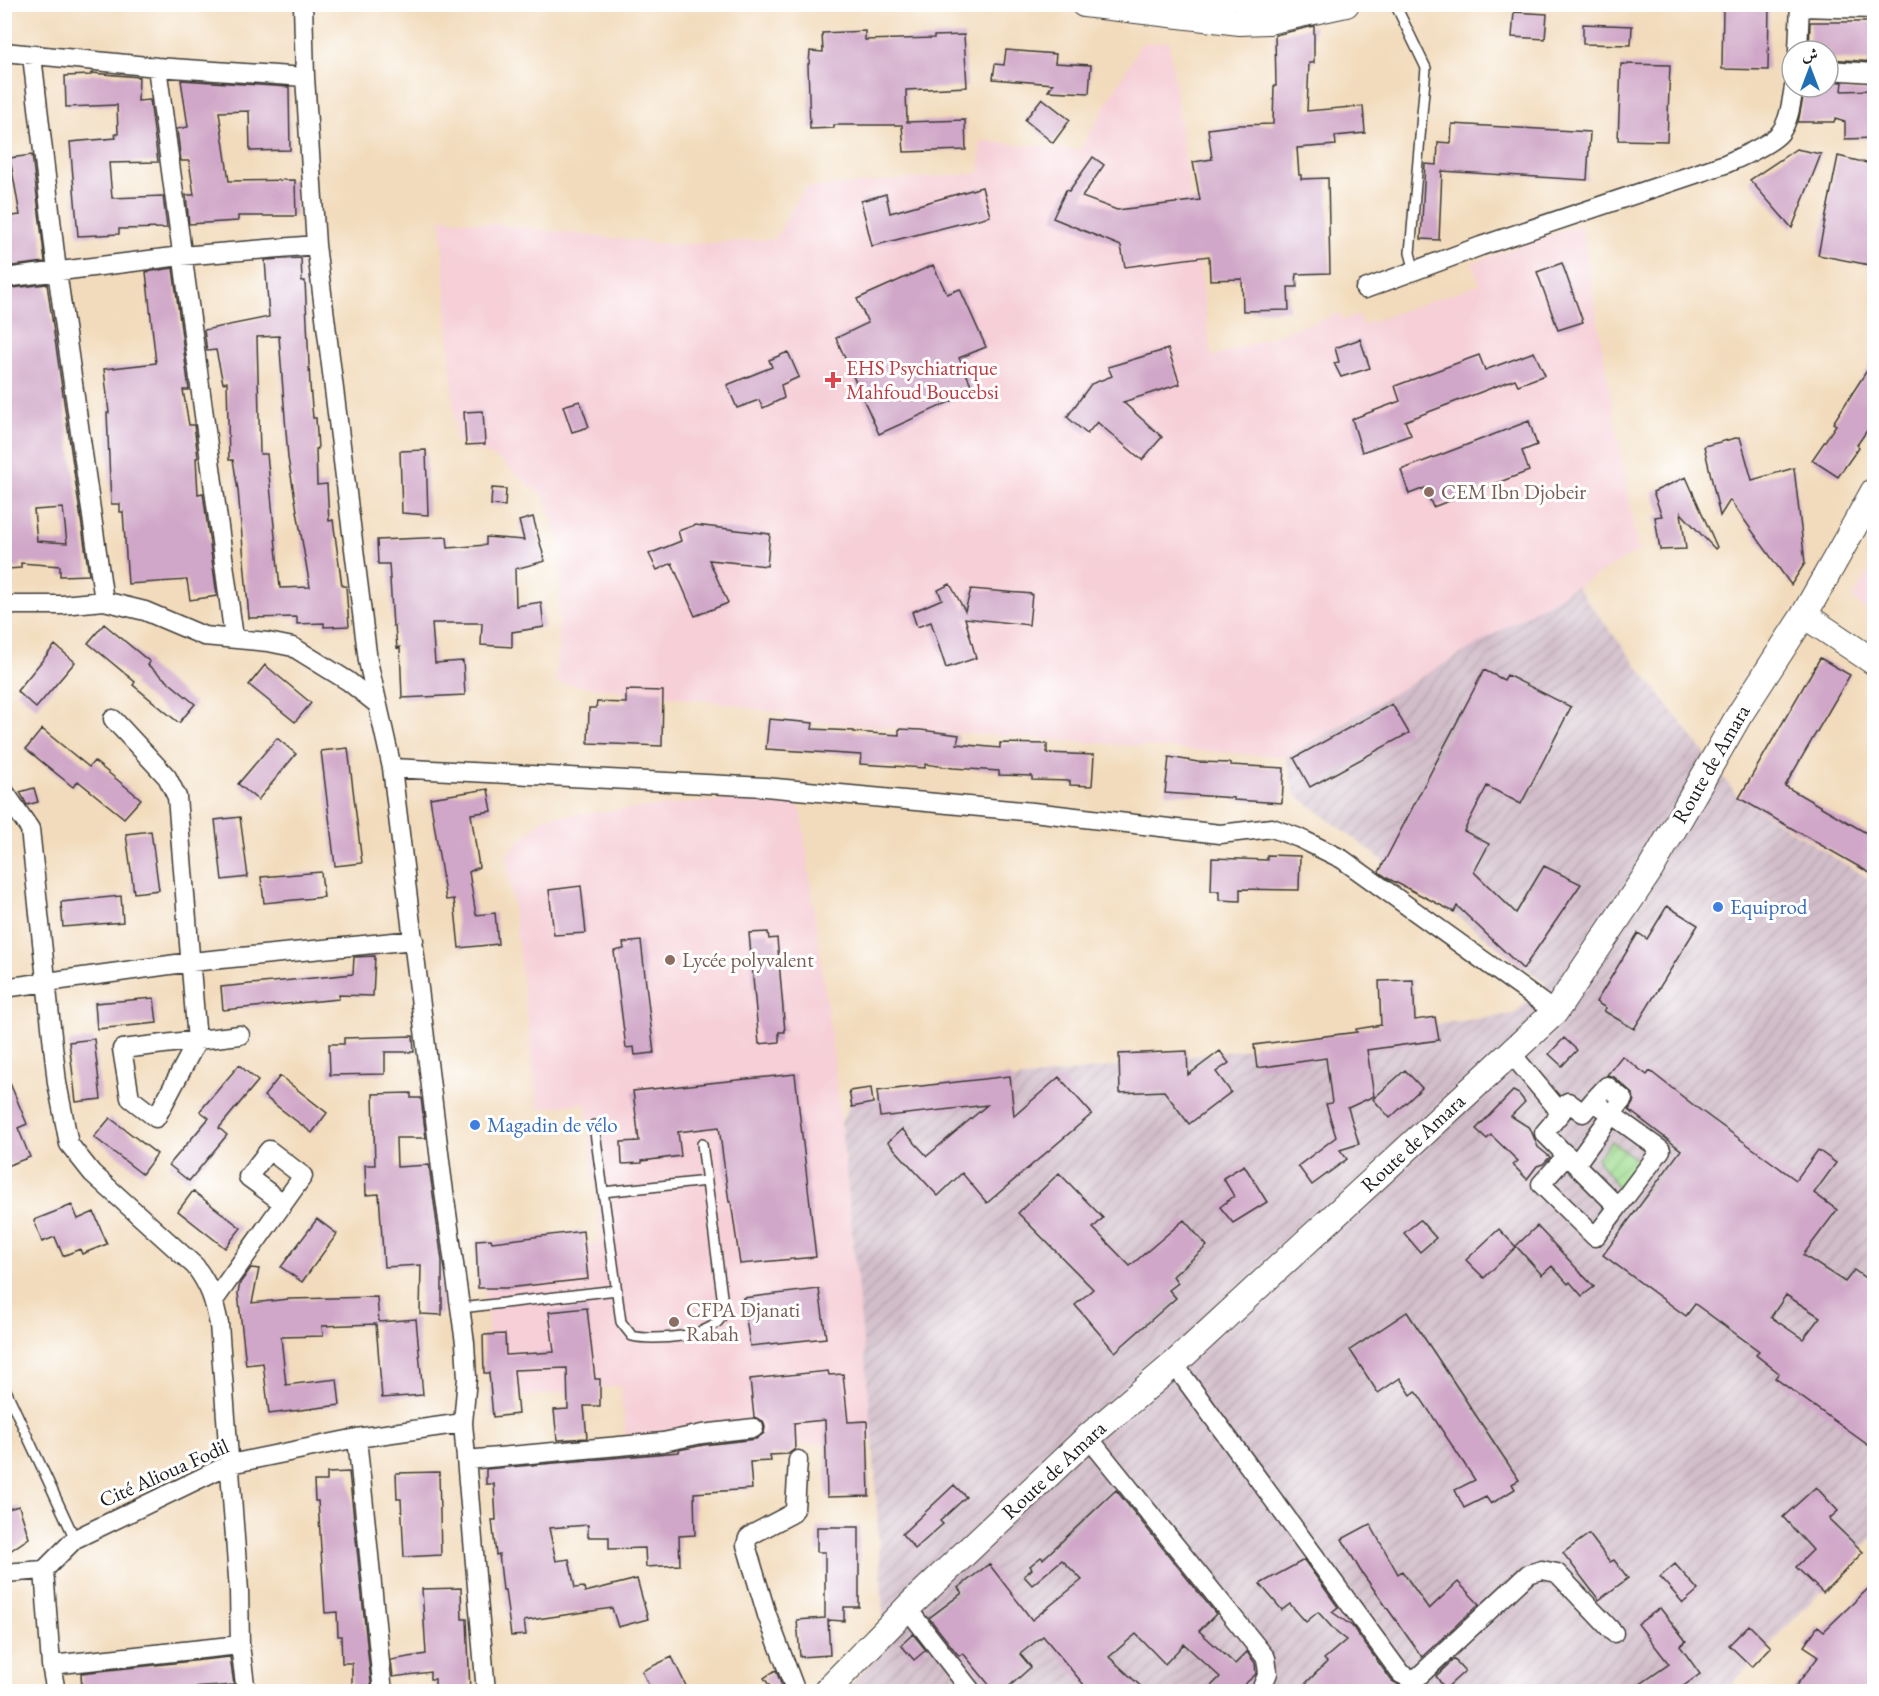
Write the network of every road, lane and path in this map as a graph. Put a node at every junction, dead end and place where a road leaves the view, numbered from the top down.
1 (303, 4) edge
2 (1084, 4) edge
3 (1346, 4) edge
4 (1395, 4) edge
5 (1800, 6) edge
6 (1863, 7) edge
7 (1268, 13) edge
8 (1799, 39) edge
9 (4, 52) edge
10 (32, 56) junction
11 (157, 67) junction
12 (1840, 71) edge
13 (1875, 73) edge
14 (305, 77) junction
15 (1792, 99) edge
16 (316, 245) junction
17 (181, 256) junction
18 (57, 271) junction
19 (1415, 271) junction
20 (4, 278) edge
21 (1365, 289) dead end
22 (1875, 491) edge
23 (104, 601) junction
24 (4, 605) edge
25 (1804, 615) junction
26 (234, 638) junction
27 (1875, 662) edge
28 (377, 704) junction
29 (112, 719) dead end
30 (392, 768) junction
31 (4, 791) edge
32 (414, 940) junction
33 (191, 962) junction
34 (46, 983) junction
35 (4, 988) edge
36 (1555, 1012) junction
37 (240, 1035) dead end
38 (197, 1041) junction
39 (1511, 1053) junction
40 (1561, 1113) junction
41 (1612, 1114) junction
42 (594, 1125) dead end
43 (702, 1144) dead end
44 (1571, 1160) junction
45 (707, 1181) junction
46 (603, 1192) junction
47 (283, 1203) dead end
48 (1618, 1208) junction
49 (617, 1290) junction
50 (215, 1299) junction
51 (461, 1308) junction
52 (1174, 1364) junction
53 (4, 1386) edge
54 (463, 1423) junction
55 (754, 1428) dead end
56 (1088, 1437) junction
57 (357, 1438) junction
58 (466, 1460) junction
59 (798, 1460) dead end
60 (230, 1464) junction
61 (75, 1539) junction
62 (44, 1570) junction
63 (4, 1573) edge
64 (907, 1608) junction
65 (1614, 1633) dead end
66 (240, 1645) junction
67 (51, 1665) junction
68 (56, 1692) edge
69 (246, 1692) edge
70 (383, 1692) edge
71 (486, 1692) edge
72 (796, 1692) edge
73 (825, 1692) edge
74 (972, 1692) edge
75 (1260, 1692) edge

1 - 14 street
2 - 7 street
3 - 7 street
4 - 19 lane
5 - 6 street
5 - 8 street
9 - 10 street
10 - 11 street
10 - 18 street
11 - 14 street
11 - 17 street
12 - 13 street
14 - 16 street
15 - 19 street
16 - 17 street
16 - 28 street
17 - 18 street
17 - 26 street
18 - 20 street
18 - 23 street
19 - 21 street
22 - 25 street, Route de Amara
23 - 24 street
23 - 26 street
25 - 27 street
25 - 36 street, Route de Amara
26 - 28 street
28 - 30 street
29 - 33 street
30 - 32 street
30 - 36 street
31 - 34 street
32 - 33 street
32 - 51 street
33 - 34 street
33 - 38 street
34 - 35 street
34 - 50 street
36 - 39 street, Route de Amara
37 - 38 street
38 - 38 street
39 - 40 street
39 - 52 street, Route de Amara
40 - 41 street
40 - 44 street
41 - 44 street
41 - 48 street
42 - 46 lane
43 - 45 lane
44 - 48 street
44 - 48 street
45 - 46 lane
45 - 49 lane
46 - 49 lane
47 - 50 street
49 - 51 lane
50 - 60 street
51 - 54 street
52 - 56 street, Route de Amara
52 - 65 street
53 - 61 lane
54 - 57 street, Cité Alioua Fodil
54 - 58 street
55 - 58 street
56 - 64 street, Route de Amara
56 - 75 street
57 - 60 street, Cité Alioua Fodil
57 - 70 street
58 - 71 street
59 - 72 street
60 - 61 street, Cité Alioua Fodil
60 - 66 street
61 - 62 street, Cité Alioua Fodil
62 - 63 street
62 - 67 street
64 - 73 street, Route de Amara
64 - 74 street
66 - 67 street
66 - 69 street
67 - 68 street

Exercise goal - Where does the string "lane" occur in the listing above? Return every line that contains it.

Result -
Write the network of every road, lane and path in this map as a graph. Put a node at every junction, dead end and place where a road leaves the view, numbered from the top down.
4 - 19 lane
42 - 46 lane
43 - 45 lane
45 - 46 lane
45 - 49 lane
46 - 49 lane
49 - 51 lane
53 - 61 lane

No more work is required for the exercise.